God’s mission, our church
This week, as I was talking with you in my sermon on Sunday, I’m still thinking about the interplay of church as organization and church as people. The buzzword in church circles is “missional”-the focus is on how we are living the mission of God, not on how we organize ourselves or how we provide a service (we are not like manicurists or exterminators, for example, though we do emphasize service to the world). It’s hard not to fall into a consumerist way of relating. Our contemporary culture just uses that language; it’s convenient. Who is our market? How can we promote our message to resonate with them? How are we meeting the needs of our funders? What balance of challenge and inspiration, happy music and solemn music, will please our patrons?
We do need to be accountable, and the opinions of those who gather do matter, but we are the church because God has a mission in the world, not because we want to strengthen our organization or please ourselves.

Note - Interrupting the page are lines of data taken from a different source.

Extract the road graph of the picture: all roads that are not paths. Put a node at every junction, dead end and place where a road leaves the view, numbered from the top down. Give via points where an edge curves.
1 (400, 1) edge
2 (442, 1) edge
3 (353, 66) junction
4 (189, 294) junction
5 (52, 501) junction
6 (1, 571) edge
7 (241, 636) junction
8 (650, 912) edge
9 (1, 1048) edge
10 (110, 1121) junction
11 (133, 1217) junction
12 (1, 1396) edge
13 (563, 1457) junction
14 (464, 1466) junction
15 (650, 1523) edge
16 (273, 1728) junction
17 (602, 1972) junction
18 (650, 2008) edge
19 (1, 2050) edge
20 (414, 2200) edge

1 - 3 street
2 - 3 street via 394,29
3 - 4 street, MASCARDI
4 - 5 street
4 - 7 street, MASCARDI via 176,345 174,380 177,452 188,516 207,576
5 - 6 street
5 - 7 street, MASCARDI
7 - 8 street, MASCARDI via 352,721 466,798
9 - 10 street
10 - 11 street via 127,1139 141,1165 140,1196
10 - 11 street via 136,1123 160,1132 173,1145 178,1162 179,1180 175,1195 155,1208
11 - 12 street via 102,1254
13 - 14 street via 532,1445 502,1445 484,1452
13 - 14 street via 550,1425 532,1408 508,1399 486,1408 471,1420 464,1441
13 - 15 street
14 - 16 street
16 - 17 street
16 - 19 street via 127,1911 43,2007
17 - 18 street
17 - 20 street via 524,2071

The sacraments are food for our souls and we come because we are hungry, but we also believe that feeding that particular hunger makes us attuned to other kinds of hunger in the world. We are healed at the altar and reminded of our deep worthiness as children of God so we can go out in the world and join in God’s work of healing others. That’s mission-that’s church as body, not church as service provider. We want a strong organization to serve the mission, but the organization is not the mission.
Understanding ourselves as a gathered body instead of a corporation frees us in a really particular way. This is what Simon and Andrew learned when they started fishing for people-it’s God’s mission, not theirs, and they’re free to succeed or fail, as long as they’re listening. The question for us is how to listen. Listen to our city, to where we are called to be in ministry. Listen to each other, to how we can help each other hear the call of God in our lives. When you coach your kid’s sport’s team, that’s part of God’s call for you. When you stand on the Common for the peace vigil, that’s part of God’s call for you. When you watch your grandkids after school, it’s God’s call.We don’t just live out our call as Christians within these four walls.

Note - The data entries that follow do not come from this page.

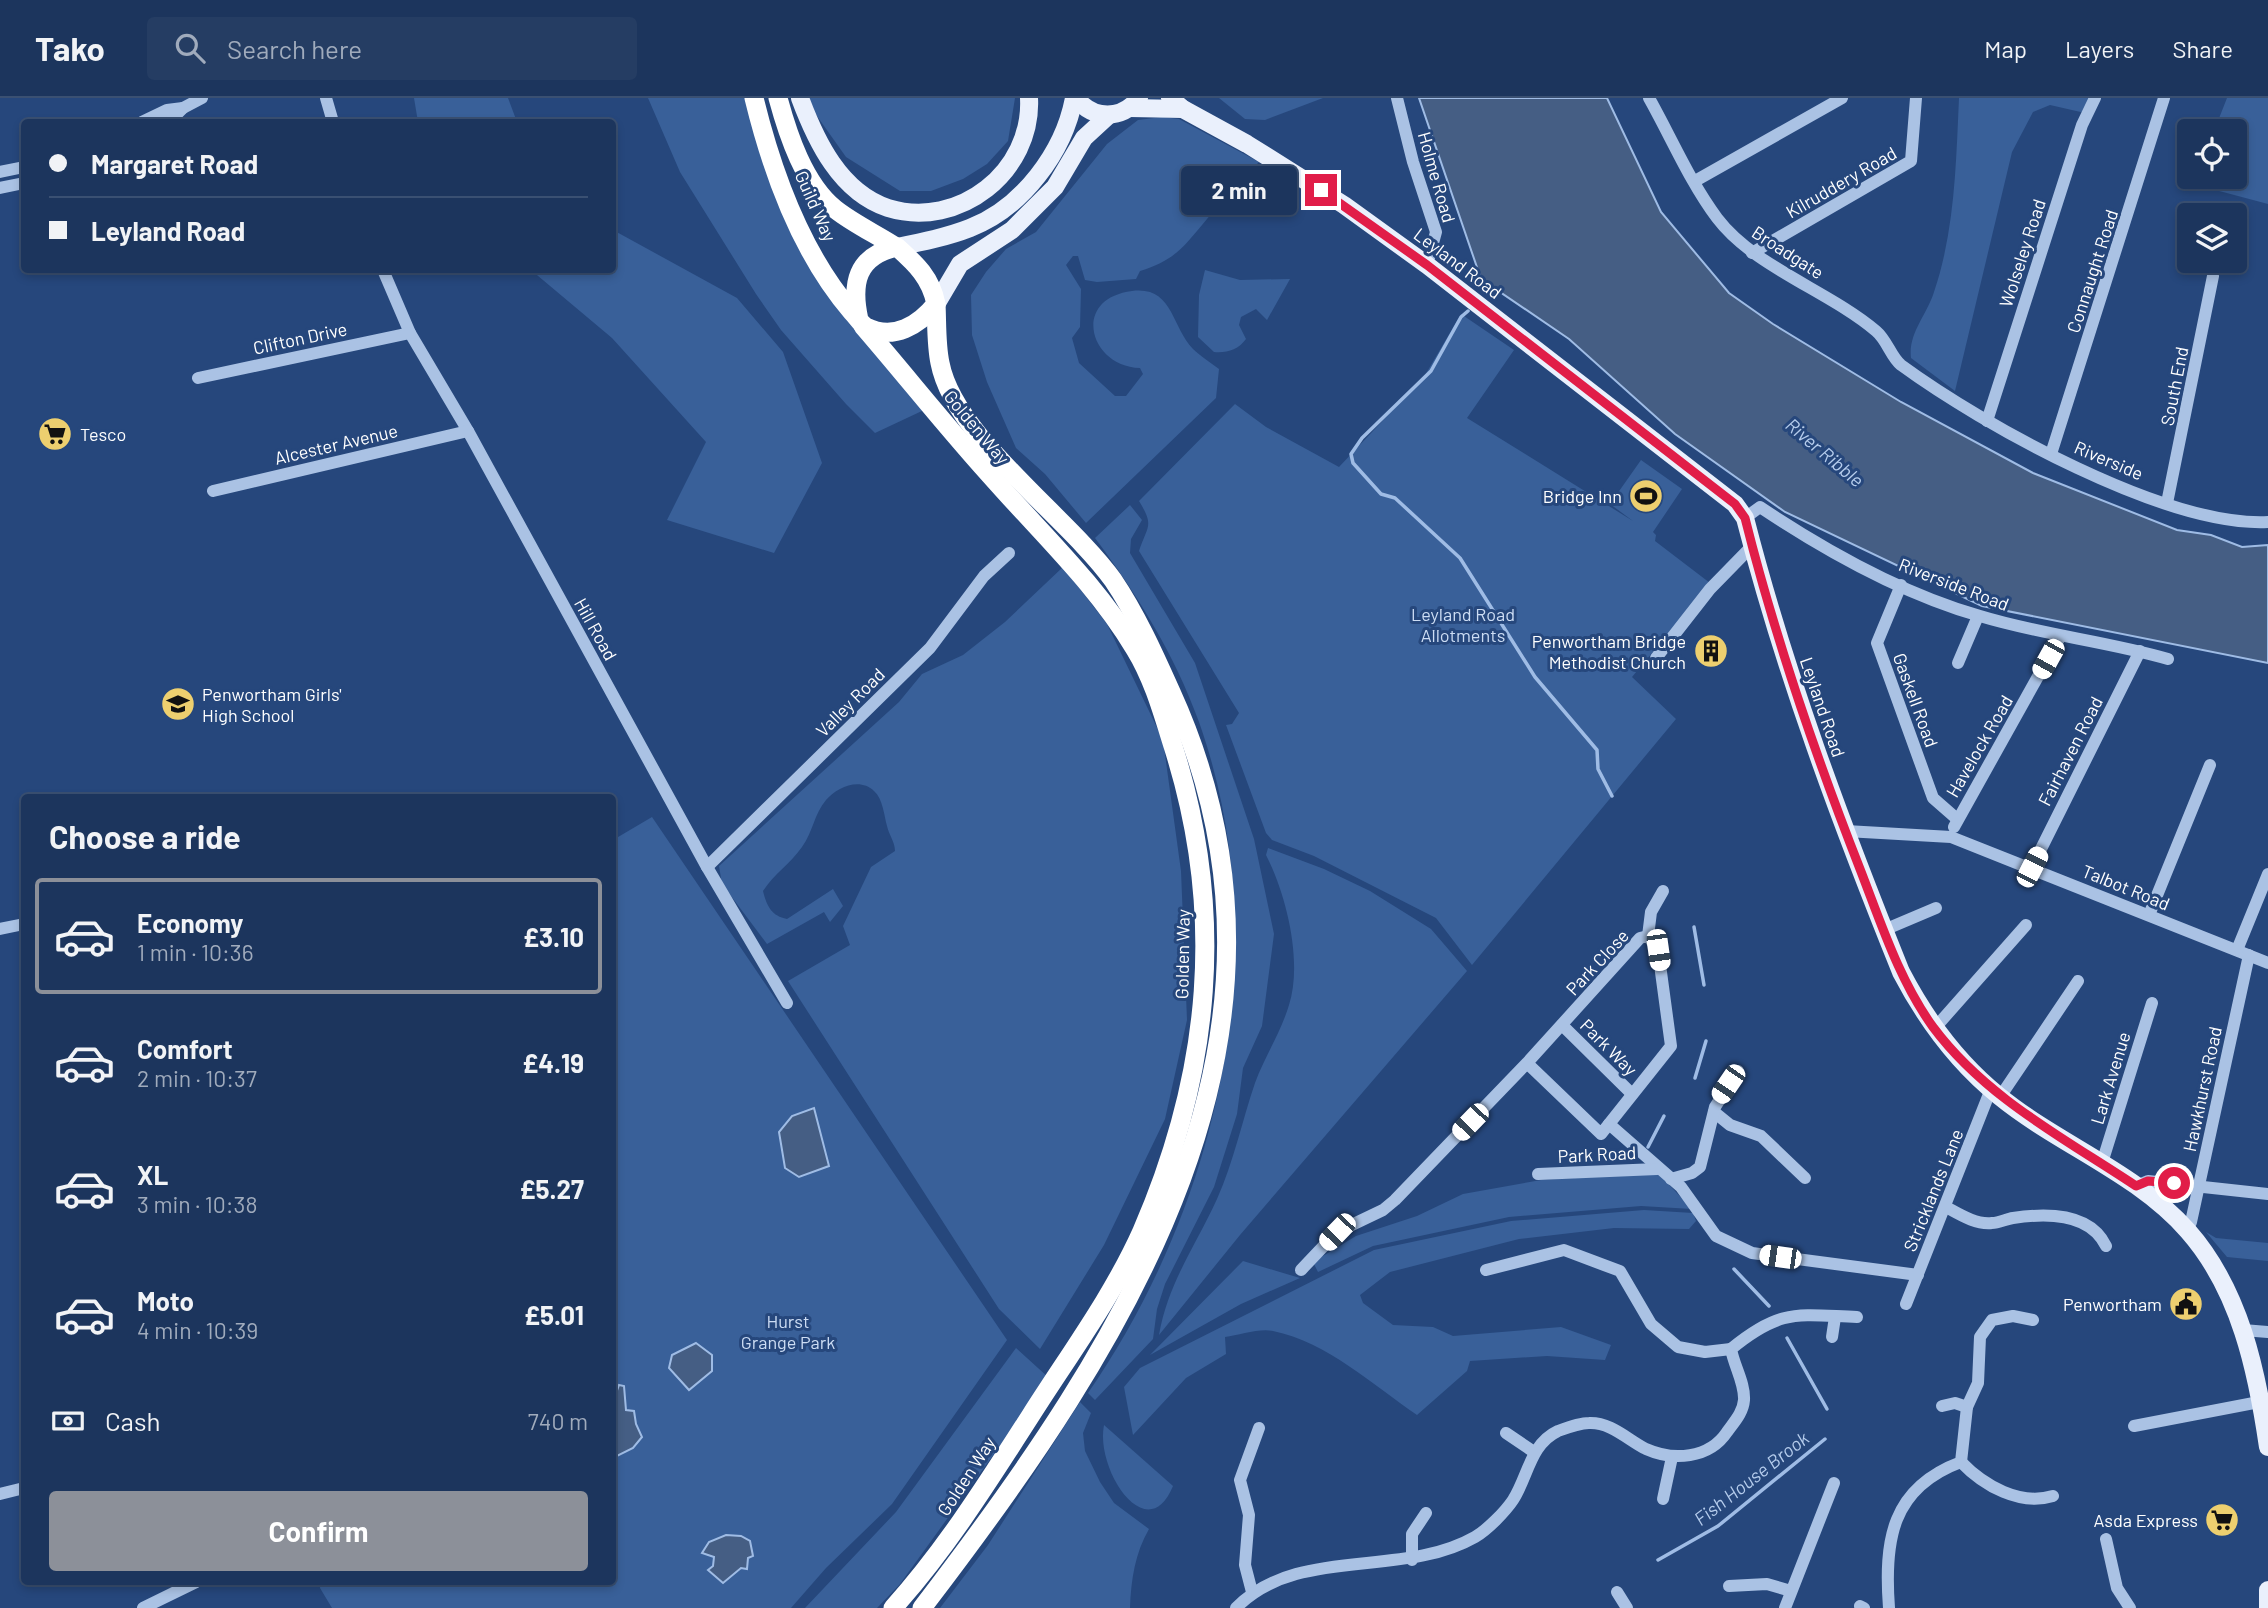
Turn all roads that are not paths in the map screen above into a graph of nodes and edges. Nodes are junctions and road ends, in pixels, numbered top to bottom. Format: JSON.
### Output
{"nodes":[{"id":1,"x":202,"y":98,"type":"edge"},
{"id":2,"x":327,"y":98,"type":"edge"},
{"id":3,"x":754,"y":98,"type":"edge"},
{"id":4,"x":778,"y":98,"type":"edge"},
{"id":5,"x":800,"y":98,"type":"edge"},
{"id":6,"x":1029,"y":98,"type":"edge"},
{"id":7,"x":1075,"y":98,"type":"edge"},
{"id":8,"x":1397,"y":98,"type":"edge"},
{"id":9,"x":1842,"y":98,"type":"edge"},
{"id":10,"x":1916,"y":98,"type":"edge"},
{"id":11,"x":2095,"y":98,"type":"edge"},
{"id":12,"x":2164,"y":98,"type":"edge"},
{"id":13,"x":1653,"y":99,"type":"edge"},
{"id":14,"x":1135,"y":103,"type":"edge"},
{"id":15,"x":1176,"y":104,"type":"edge"},
{"id":16,"x":183,"y":108,"type":"junction"},
{"id":17,"x":1109,"y":115,"type":"junction"},
{"id":18,"x":148,"y":119,"type":"edge"},
{"id":19,"x":172,"y":119,"type":"edge"},
{"id":20,"x":332,"y":119,"type":"edge"},
{"id":21,"x":21,"y":168,"type":"edge"},
{"id":22,"x":0,"y":172,"type":"edge"},
{"id":23,"x":1695,"y":181,"type":"junction"},
{"id":24,"x":21,"y":184,"type":"edge"},
{"id":25,"x":0,"y":188,"type":"edge"},
{"id":26,"x":897,"y":247,"type":"junction"},
{"id":27,"x":1752,"y":253,"type":"junction"},
{"id":28,"x":1427,"y":265,"type":"junction"},
{"id":29,"x":384,"y":273,"type":"edge"},
{"id":30,"x":2213,"y":276,"type":"dead end"},
{"id":31,"x":937,"y":303,"type":"junction"},
{"id":32,"x":861,"y":323,"type":"junction"},
{"id":33,"x":410,"y":333,"type":"junction"},
{"id":34,"x":198,"y":378,"type":"dead end"},
{"id":35,"x":1949,"y":396,"type":"joint"},
{"id":36,"x":1987,"y":421,"type":"junction"},
{"id":37,"x":468,"y":431,"type":"junction"},
{"id":38,"x":2051,"y":454,"type":"junction"},
{"id":39,"x":213,"y":491,"type":"dead end"},
{"id":40,"x":2167,"y":503,"type":"junction"},
{"id":41,"x":1745,"y":518,"type":"junction"},
{"id":42,"x":2268,"y":522,"type":"edge"},
{"id":43,"x":1753,"y":545,"type":"junction"},
{"id":44,"x":1009,"y":553,"type":"dead end"},
{"id":45,"x":1901,"y":585,"type":"junction"},
{"id":46,"x":1978,"y":616,"type":"junction"},
{"id":47,"x":2060,"y":637,"type":"junction"},
{"id":48,"x":2140,"y":651,"type":"junction"},
{"id":49,"x":1656,"y":658,"type":"dead end"},
{"id":50,"x":2168,"y":659,"type":"dead end"},
{"id":51,"x":1958,"y":663,"type":"dead end"},
{"id":52,"x":2210,"y":765,"type":"dead end"},
{"id":53,"x":1956,"y":819,"type":"junction"},
{"id":54,"x":1846,"y":831,"type":"junction"},
{"id":55,"x":1951,"y":837,"type":"junction"},
{"id":56,"x":707,"y":867,"type":"junction"},
{"id":57,"x":2032,"y":867,"type":"junction"},
{"id":58,"x":2268,"y":874,"type":"edge"},
{"id":59,"x":1663,"y":891,"type":"dead end"},
{"id":60,"x":1936,"y":908,"type":"dead end"},
{"id":61,"x":2149,"y":915,"type":"junction"},
{"id":62,"x":21,"y":925,"type":"edge"},
{"id":63,"x":2026,"y":926,"type":"dead end"},
{"id":64,"x":0,"y":929,"type":"edge"},
{"id":65,"x":1884,"y":930,"type":"junction"},
{"id":66,"x":1648,"y":936,"type":"junction"},
{"id":67,"x":2243,"y":953,"type":"junction"},
{"id":68,"x":2268,"y":963,"type":"edge"},
{"id":69,"x":2078,"y":981,"type":"dead end"},
{"id":70,"x":787,"y":1003,"type":"dead end"},
{"id":71,"x":2152,"y":1003,"type":"dead end"},
{"id":72,"x":1562,"y":1025,"type":"junction"},
{"id":73,"x":1934,"y":1028,"type":"junction"},
{"id":74,"x":1527,"y":1063,"type":"junction"},
{"id":75,"x":1738,"y":1071,"type":"dead end"},
{"id":76,"x":1996,"y":1093,"type":"junction"},
{"id":77,"x":1632,"y":1094,"type":"junction"},
{"id":78,"x":1714,"y":1112,"type":"junction"},
{"id":79,"x":1609,"y":1124,"type":"junction"},
{"id":80,"x":2102,"y":1163,"type":"junction"},
{"id":81,"x":1657,"y":1169,"type":"junction"},
{"id":82,"x":1538,"y":1174,"type":"dead end"},
{"id":83,"x":1805,"y":1178,"type":"dead end"},
{"id":84,"x":1671,"y":1179,"type":"junction"},
{"id":85,"x":2199,"y":1185,"type":"junction"},
{"id":86,"x":2136,"y":1186,"type":"junction"},
{"id":87,"x":2268,"y":1194,"type":"edge"},
{"id":88,"x":1946,"y":1207,"type":"junction"},
{"id":89,"x":2187,"y":1230,"type":"junction"},
{"id":90,"x":2106,"y":1246,"type":"dead end"},
{"id":91,"x":1301,"y":1270,"type":"dead end"},
{"id":92,"x":1486,"y":1270,"type":"dead end"},
{"id":93,"x":1918,"y":1275,"type":"junction"},
{"id":94,"x":1906,"y":1304,"type":"dead end"},
{"id":95,"x":1835,"y":1317,"type":"junction"},
{"id":96,"x":1857,"y":1317,"type":"dead end"},
{"id":97,"x":2033,"y":1320,"type":"dead end"},
{"id":98,"x":2243,"y":1330,"type":"junction"},
{"id":99,"x":2268,"y":1332,"type":"edge"},
{"id":100,"x":1832,"y":1337,"type":"dead end"},
{"id":101,"x":1731,"y":1349,"type":"junction"},
{"id":102,"x":2259,"y":1402,"type":"junction"},
{"id":103,"x":1942,"y":1406,"type":"dead end"},
{"id":104,"x":1967,"y":1407,"type":"junction"},
{"id":105,"x":2134,"y":1426,"type":"dead end"},
{"id":106,"x":1259,"y":1428,"type":"dead end"},
{"id":107,"x":1506,"y":1433,"type":"dead end"},
{"id":108,"x":2268,"y":1447,"type":"edge"},
{"id":109,"x":1534,"y":1452,"type":"junction"},
{"id":110,"x":1672,"y":1457,"type":"junction"},
{"id":111,"x":1961,"y":1462,"type":"junction"},
{"id":112,"x":1834,"y":1483,"type":"dead end"},
{"id":113,"x":21,"y":1489,"type":"edge"},
{"id":114,"x":0,"y":1494,"type":"edge"},
{"id":115,"x":2053,"y":1496,"type":"dead end"},
{"id":116,"x":1663,"y":1499,"type":"dead end"},
{"id":117,"x":1426,"y":1513,"type":"dead end"},
{"id":118,"x":2106,"y":1539,"type":"dead end"},
{"id":119,"x":1412,"y":1560,"type":"junction"},
{"id":120,"x":191,"y":1585,"type":"edge"},
{"id":121,"x":1729,"y":1586,"type":"dead end"},
{"id":122,"x":2268,"y":1590,"type":"edge"},
{"id":123,"x":1791,"y":1591,"type":"junction"},
{"id":124,"x":1252,"y":1592,"type":"junction"},
{"id":125,"x":1616,"y":1592,"type":"dead end"},
{"id":126,"x":2266,"y":1607,"type":"edge"},
{"id":127,"x":143,"y":1608,"type":"edge"},
{"id":128,"x":893,"y":1608,"type":"edge"},
{"id":129,"x":922,"y":1608,"type":"edge"},
{"id":130,"x":1236,"y":1608,"type":"edge"},
{"id":131,"x":1627,"y":1608,"type":"edge"},
{"id":132,"x":1785,"y":1608,"type":"edge"},
{"id":133,"x":1889,"y":1608,"type":"edge"},
{"id":134,"x":2130,"y":1608,"type":"edge"}],
"edges":[{"from":1,"to":16,"type":"street"},
{"from":2,"to":20,"type":"street"},
{"from":3,"to":32,"type":"highway","name":"Guild Way"},
{"from":4,"to":26,"type":"highway","name":"Guild Way"},
{"from":5,"to":6,"type":"main road"},
{"from":7,"to":17,"type":"main road"},
{"from":7,"to":26,"type":"main road"},
{"from":8,"to":28,"type":"street","name":"Holme Road"},
{"from":9,"to":23,"type":"street"},
{"from":10,"to":27,"type":"street","name":"Kilruddery Road"},
{"from":11,"to":36,"type":"street","name":"Wolseley Road"},
{"from":12,"to":38,"type":"street","name":"Connaught Road"},
{"from":13,"to":23,"type":"street","name":"Broadgate"},
{"from":14,"to":15,"type":"main road","name":"Leyland Road"},
{"from":14,"to":17,"type":"main road","name":"Leyland Road"},
{"from":15,"to":28,"type":"main road","name":"Leyland Road"},
{"from":16,"to":18,"type":"street"},
{"from":16,"to":19,"type":"street"},
{"from":17,"to":31,"type":"main road"},
{"from":21,"to":22,"type":"street"},
{"from":23,"to":27,"type":"street","name":"Broadgate"},
{"from":24,"to":25,"type":"street"},
{"from":26,"to":31,"type":"highway"},
{"from":26,"to":32,"type":"highway"},
{"from":27,"to":35,"type":"street","name":"Broadgate"},
{"from":28,"to":41,"type":"main road","name":"Leyland Road"},
{"from":29,"to":33,"type":"street","name":"Hill Road"},
{"from":30,"to":40,"type":"street","name":"South End"},
{"from":31,"to":32,"type":"highway"},
{"from":31,"to":129,"type":"highway","name":"Golden Way"},
{"from":32,"to":128,"type":"highway","name":"Golden Way"},
{"from":33,"to":34,"type":"street","name":"Clifton Drive"},
{"from":33,"to":37,"type":"street","name":"Hill Road"},
{"from":35,"to":36,"type":"street","name":"Riverside"},
{"from":36,"to":38,"type":"street","name":"Riverside"},
{"from":37,"to":39,"type":"street","name":"Alcester Avenue"},
{"from":37,"to":56,"type":"street","name":"Hill Road"},
{"from":38,"to":40,"type":"street","name":"Riverside"},
{"from":40,"to":42,"type":"street","name":"Riverside"},
{"from":41,"to":43,"type":"main road","name":"Leyland Road"},
{"from":41,"to":45,"type":"street","name":"Riverside Road"},
{"from":43,"to":49,"type":"street"},
{"from":43,"to":54,"type":"main road","name":"Leyland Road"},
{"from":44,"to":56,"type":"street","name":"Valley Road"},
{"from":45,"to":46,"type":"street","name":"Riverside Road"},
{"from":45,"to":53,"type":"street","name":"Gaskell Road"},
{"from":46,"to":47,"type":"street","name":"Riverside Road"},
{"from":46,"to":51,"type":"street"},
{"from":47,"to":48,"type":"street","name":"Riverside Road"},
{"from":47,"to":53,"type":"street","name":"Havelock Road"},
{"from":48,"to":50,"type":"street","name":"Riverside Road"},
{"from":48,"to":57,"type":"street","name":"Fairhaven Road"},
{"from":52,"to":61,"type":"street"},
{"from":53,"to":55,"type":"street","name":"Havelock Road"},
{"from":54,"to":55,"type":"street","name":"Talbot Road"},
{"from":54,"to":65,"type":"main road","name":"Leyland Road"},
{"from":55,"to":57,"type":"street","name":"Talbot Road"},
{"from":56,"to":70,"type":"street","name":"Hill Road"},
{"from":57,"to":61,"type":"street","name":"Talbot Road"},
{"from":58,"to":67,"type":"street","name":"Hawkhurst Road"},
{"from":59,"to":66,"type":"street"},
{"from":60,"to":65,"type":"street"},
{"from":61,"to":67,"type":"street","name":"Talbot Road"},
{"from":62,"to":64,"type":"street"},
{"from":63,"to":73,"type":"street"},
{"from":65,"to":73,"type":"main road","name":"Leyland Road"},
{"from":66,"to":72,"type":"street","name":"Park Close"},
{"from":66,"to":77,"type":"street","name":"Park Close"},
{"from":67,"to":68,"type":"street","name":"Talbot Road"},
{"from":67,"to":85,"type":"street","name":"Hawkhurst Road"},
{"from":69,"to":76,"type":"street","name":"Stricklands Lane"},
{"from":71,"to":80,"type":"street","name":"Lark Avenue"},
{"from":72,"to":74,"type":"street","name":"Park Close"},
{"from":72,"to":77,"type":"street","name":"Park Way"},
{"from":73,"to":76,"type":"main road","name":"Leyland Road"},
{"from":74,"to":79,"type":"street","name":"Park Road"},
{"from":74,"to":91,"type":"street"},
{"from":75,"to":78,"type":"street"},
{"from":76,"to":80,"type":"main road","name":"Leyland Road"},
{"from":76,"to":88,"type":"street","name":"Stricklands Lane"},
{"from":77,"to":79,"type":"street","name":"Park Close"},
{"from":78,"to":83,"type":"street"},
{"from":78,"to":84,"type":"street"},
{"from":79,"to":81,"type":"street","name":"Park Road"},
{"from":80,"to":86,"type":"main road","name":"Leyland Road"},
{"from":81,"to":82,"type":"street","name":"Park Road"},
{"from":81,"to":84,"type":"street","name":"Park Road"},
{"from":84,"to":93,"type":"street","name":"Park Road"},
{"from":85,"to":86,"type":"street"},
{"from":85,"to":87,"type":"street"},
{"from":85,"to":89,"type":"street","name":"Hawkhurst Road"},
{"from":86,"to":89,"type":"main road","name":"Leyland Road"},
{"from":88,"to":90,"type":"street"},
{"from":88,"to":93,"type":"street","name":"Stricklands Lane"},
{"from":89,"to":98,"type":"main road","name":"Leyland Road"},
{"from":92,"to":101,"type":"street"},
{"from":93,"to":94,"type":"street","name":"Stricklands Lane"},
{"from":95,"to":96,"type":"street"},
{"from":95,"to":100,"type":"street"},
{"from":95,"to":101,"type":"street"},
{"from":97,"to":104,"type":"street"},
{"from":98,"to":99,"type":"street"},
{"from":98,"to":102,"type":"main road","name":"Leyland Road"},
{"from":101,"to":110,"type":"street"},
{"from":102,"to":105,"type":"street"},
{"from":102,"to":108,"type":"main road","name":"Leyland Road"},
{"from":103,"to":104,"type":"street"},
{"from":104,"to":111,"type":"street"},
{"from":106,"to":124,"type":"street"},
{"from":107,"to":109,"type":"street"},
{"from":109,"to":110,"type":"street"},
{"from":109,"to":119,"type":"street"},
{"from":110,"to":116,"type":"street"},
{"from":111,"to":115,"type":"street"},
{"from":111,"to":133,"type":"street"},
{"from":112,"to":123,"type":"street"},
{"from":113,"to":114,"type":"street"},
{"from":117,"to":119,"type":"street"},
{"from":118,"to":134,"type":"street"},
{"from":119,"to":124,"type":"street"},
{"from":120,"to":127,"type":"street"},
{"from":121,"to":123,"type":"street"},
{"from":122,"to":126,"type":"main road"},
{"from":123,"to":132,"type":"street"},
{"from":124,"to":130,"type":"street"},
{"from":125,"to":131,"type":"street"}]}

I wrote two weeks ago about the small group model we are considering for Lent education, beginning on Tuesday, March 11. It’s beginning to be a bit more fleshed out, and we’ve settled on reading the book The Restoration Project by Christopher Martin, whom I met at a conference last year. Martin uses the restoration of Leonardo DaVinci’s painting, the Last Supper, as a metaphor for how we can be restored to the image of God, and how our parishes can be home bases for transformation of the self as well as the world. The theological model he uses is based on the steps of humility set out by St Benedict in his Rule of Life. Christopher is a priest and a father of two, so at the same time as the method is steeped in Christian tradition and monasticism, it’s also very practical and tied to the life of ordinary people living now. The hope in beginning these smaller groups is to be able to support one another in all the different ways we live out our callings as Christians, as well as to know each other on a deeper level.
As she has generously done for the last two years, Erin Jensen will coordinate children’s education with a mix of Godly Play and other projects. Everyone is welcome to come for dinner at 6pm, and then the first education portion for children and adults will be from 6:40 to 7:30, with our simple meditative Eucharist at 7:30. What’s different this year is that there will be a second group that will convene with the same content after the service, so if you can’t make it as early as 6 you can still participate, joining at the Eucharist at 7:30 or just the group beginning at 8. If there is interest, there would also be a daytime group, so please let us know if that works better for you. Contact Anna Jones with questions. If the groups are successful, they may continue beyond Lent, but we’ll start for five weeks to begin with.